**TASK ITEM**
Go through the data below and return each line where the string "Karlstraße" appears.

═════ DATA SHOWN

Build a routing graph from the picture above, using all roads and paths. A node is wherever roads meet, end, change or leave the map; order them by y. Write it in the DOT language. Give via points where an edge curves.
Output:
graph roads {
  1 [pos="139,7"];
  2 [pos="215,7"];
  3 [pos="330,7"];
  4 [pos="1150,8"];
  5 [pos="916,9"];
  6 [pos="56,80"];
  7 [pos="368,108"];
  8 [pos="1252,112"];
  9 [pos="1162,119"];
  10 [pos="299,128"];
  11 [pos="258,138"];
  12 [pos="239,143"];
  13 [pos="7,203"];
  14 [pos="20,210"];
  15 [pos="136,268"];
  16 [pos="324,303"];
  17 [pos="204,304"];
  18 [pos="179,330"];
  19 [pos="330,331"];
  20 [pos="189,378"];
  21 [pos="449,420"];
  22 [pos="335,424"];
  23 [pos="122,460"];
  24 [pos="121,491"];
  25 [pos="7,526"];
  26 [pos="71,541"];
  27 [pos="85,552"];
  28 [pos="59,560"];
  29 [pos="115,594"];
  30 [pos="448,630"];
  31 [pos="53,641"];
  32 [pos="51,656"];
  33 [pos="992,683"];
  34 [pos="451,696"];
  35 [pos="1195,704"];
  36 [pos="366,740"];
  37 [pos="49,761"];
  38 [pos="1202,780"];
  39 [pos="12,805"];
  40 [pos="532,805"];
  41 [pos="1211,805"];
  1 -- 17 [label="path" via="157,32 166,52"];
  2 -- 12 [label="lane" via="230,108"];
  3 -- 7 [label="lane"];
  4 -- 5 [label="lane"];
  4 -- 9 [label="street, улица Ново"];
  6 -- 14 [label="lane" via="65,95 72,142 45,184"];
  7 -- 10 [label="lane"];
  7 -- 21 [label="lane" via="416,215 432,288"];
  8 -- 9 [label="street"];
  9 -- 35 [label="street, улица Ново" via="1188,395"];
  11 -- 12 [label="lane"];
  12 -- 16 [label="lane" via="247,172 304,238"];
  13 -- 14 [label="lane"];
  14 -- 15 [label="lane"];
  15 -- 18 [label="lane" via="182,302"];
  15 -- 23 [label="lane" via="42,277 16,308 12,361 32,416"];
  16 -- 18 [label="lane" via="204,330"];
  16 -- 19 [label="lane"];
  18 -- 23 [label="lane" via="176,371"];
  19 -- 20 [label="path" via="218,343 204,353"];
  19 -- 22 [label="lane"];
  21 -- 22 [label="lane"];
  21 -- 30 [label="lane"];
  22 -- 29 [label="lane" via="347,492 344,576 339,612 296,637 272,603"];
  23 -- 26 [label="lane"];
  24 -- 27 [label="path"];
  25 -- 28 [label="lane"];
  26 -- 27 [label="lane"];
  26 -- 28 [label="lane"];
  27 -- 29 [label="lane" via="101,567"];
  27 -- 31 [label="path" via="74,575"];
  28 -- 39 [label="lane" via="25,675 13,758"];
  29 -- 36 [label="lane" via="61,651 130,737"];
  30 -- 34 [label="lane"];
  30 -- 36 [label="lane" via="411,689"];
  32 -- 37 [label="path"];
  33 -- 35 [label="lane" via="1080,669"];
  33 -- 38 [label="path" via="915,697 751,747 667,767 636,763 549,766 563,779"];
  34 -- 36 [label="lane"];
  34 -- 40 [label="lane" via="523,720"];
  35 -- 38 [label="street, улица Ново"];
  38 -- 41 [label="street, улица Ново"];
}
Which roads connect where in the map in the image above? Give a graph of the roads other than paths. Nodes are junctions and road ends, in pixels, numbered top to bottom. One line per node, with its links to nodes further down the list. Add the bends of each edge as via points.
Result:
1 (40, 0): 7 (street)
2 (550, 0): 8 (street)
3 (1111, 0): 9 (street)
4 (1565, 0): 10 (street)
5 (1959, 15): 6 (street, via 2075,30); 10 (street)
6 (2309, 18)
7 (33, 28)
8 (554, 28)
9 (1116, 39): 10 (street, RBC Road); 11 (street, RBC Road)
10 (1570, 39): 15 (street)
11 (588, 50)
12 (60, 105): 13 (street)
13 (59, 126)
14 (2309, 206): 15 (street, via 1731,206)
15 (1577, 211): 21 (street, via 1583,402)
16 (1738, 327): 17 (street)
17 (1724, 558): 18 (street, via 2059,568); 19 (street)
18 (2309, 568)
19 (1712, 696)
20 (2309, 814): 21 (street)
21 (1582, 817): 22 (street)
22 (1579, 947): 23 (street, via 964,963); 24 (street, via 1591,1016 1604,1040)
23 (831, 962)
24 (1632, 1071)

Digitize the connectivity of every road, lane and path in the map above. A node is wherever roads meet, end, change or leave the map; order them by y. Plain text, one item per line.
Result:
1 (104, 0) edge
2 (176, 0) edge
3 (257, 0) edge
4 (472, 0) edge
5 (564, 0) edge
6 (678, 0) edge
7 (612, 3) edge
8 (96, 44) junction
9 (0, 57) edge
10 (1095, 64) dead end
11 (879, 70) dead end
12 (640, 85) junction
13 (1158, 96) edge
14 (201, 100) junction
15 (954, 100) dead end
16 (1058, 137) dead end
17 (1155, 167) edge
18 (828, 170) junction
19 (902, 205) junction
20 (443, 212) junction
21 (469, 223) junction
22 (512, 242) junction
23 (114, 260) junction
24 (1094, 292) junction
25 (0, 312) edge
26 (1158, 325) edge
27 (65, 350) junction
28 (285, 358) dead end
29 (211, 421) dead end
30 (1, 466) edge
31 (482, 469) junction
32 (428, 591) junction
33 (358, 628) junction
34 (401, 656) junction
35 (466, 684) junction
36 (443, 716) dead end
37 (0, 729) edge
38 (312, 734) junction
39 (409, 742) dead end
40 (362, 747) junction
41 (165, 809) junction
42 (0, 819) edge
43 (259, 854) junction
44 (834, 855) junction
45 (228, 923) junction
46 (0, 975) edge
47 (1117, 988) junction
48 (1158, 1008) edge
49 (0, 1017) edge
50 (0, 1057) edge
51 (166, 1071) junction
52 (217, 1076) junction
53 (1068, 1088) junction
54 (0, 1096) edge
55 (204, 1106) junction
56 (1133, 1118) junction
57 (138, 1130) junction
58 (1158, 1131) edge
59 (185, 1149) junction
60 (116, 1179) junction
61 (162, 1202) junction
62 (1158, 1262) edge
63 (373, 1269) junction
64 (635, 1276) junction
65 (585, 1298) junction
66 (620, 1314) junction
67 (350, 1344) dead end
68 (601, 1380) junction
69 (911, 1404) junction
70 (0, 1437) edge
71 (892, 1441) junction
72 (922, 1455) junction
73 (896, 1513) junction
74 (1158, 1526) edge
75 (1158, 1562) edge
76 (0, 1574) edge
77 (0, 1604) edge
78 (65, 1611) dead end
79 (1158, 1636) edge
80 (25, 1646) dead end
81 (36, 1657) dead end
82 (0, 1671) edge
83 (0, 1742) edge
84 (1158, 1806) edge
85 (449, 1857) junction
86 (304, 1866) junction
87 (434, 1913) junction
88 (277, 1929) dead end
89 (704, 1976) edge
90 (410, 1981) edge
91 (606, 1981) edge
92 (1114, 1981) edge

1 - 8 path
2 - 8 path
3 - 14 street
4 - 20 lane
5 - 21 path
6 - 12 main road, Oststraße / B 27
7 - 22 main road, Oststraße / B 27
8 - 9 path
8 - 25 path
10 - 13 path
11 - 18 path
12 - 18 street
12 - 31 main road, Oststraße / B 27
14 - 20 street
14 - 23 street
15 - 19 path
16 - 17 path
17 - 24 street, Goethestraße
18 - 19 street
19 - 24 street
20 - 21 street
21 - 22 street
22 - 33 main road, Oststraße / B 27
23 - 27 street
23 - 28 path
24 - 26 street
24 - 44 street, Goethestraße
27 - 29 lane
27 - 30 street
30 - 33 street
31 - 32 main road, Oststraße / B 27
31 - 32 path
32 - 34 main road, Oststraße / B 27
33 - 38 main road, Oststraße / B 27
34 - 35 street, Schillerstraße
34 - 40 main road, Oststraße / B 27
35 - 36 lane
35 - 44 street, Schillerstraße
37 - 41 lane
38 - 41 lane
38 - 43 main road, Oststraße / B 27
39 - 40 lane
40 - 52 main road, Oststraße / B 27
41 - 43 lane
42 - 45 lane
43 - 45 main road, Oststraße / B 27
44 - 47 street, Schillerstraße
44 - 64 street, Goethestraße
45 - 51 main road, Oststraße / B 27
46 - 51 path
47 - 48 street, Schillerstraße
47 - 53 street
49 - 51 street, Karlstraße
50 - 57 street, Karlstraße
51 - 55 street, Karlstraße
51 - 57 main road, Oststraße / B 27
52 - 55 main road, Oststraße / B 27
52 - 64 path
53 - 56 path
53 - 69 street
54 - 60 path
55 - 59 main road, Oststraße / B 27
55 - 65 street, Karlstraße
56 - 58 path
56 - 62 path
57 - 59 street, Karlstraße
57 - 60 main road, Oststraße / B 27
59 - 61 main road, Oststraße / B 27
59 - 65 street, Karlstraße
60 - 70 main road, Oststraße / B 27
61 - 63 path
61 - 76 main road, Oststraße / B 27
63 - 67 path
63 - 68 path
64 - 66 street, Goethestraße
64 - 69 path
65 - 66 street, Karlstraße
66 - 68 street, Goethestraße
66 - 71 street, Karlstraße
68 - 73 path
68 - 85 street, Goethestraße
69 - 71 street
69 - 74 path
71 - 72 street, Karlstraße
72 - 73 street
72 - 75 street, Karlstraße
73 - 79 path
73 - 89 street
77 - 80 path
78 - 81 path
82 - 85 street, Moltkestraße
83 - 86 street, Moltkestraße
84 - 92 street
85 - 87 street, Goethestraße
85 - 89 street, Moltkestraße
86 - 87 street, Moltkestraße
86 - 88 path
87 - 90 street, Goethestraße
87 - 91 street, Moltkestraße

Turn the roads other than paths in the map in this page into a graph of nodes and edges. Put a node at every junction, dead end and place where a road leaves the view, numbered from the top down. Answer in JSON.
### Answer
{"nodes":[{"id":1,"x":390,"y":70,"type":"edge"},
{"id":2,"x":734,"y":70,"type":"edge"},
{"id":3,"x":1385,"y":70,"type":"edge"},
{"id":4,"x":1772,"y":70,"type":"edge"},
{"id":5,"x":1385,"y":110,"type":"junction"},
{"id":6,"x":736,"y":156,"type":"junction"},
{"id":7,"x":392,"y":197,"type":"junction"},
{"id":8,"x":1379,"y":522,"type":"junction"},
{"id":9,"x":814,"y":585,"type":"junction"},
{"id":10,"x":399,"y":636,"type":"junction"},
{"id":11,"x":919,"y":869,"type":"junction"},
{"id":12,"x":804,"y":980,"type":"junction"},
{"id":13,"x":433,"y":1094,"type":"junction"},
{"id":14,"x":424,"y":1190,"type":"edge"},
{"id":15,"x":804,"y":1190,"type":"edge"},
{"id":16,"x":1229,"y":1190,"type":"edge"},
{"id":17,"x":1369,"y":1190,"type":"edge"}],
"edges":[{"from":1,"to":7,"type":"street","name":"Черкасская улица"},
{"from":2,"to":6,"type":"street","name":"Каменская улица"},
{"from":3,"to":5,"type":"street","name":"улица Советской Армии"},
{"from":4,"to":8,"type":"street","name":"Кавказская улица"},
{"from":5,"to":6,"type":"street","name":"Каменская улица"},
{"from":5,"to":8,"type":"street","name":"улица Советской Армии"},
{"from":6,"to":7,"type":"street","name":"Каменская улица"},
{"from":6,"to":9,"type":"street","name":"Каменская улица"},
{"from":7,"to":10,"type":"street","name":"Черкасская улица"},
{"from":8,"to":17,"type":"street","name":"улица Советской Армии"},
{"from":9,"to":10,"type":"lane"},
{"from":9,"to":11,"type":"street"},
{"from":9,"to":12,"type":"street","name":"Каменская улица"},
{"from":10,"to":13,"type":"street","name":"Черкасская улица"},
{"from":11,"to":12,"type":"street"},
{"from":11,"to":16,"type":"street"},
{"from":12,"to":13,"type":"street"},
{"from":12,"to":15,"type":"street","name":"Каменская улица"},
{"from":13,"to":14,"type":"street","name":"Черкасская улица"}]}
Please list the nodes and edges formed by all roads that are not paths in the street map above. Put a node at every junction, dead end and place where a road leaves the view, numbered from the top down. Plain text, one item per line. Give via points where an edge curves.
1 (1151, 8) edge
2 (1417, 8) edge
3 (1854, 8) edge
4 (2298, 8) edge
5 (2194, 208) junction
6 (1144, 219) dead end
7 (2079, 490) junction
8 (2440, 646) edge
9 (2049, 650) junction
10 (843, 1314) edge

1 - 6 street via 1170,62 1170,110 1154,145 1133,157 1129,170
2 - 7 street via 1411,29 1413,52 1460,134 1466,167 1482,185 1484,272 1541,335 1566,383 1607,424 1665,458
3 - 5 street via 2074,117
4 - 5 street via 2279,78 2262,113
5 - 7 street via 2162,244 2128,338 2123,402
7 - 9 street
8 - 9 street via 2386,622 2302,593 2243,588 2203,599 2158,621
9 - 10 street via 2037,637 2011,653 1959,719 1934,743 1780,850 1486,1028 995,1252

══════════

**TASK ANSWER**
49 - 51 street, Karlstraße
50 - 57 street, Karlstraße
51 - 55 street, Karlstraße
55 - 65 street, Karlstraße
57 - 59 street, Karlstraße
59 - 65 street, Karlstraße
65 - 66 street, Karlstraße
66 - 71 street, Karlstraße
71 - 72 street, Karlstraße
72 - 75 street, Karlstraße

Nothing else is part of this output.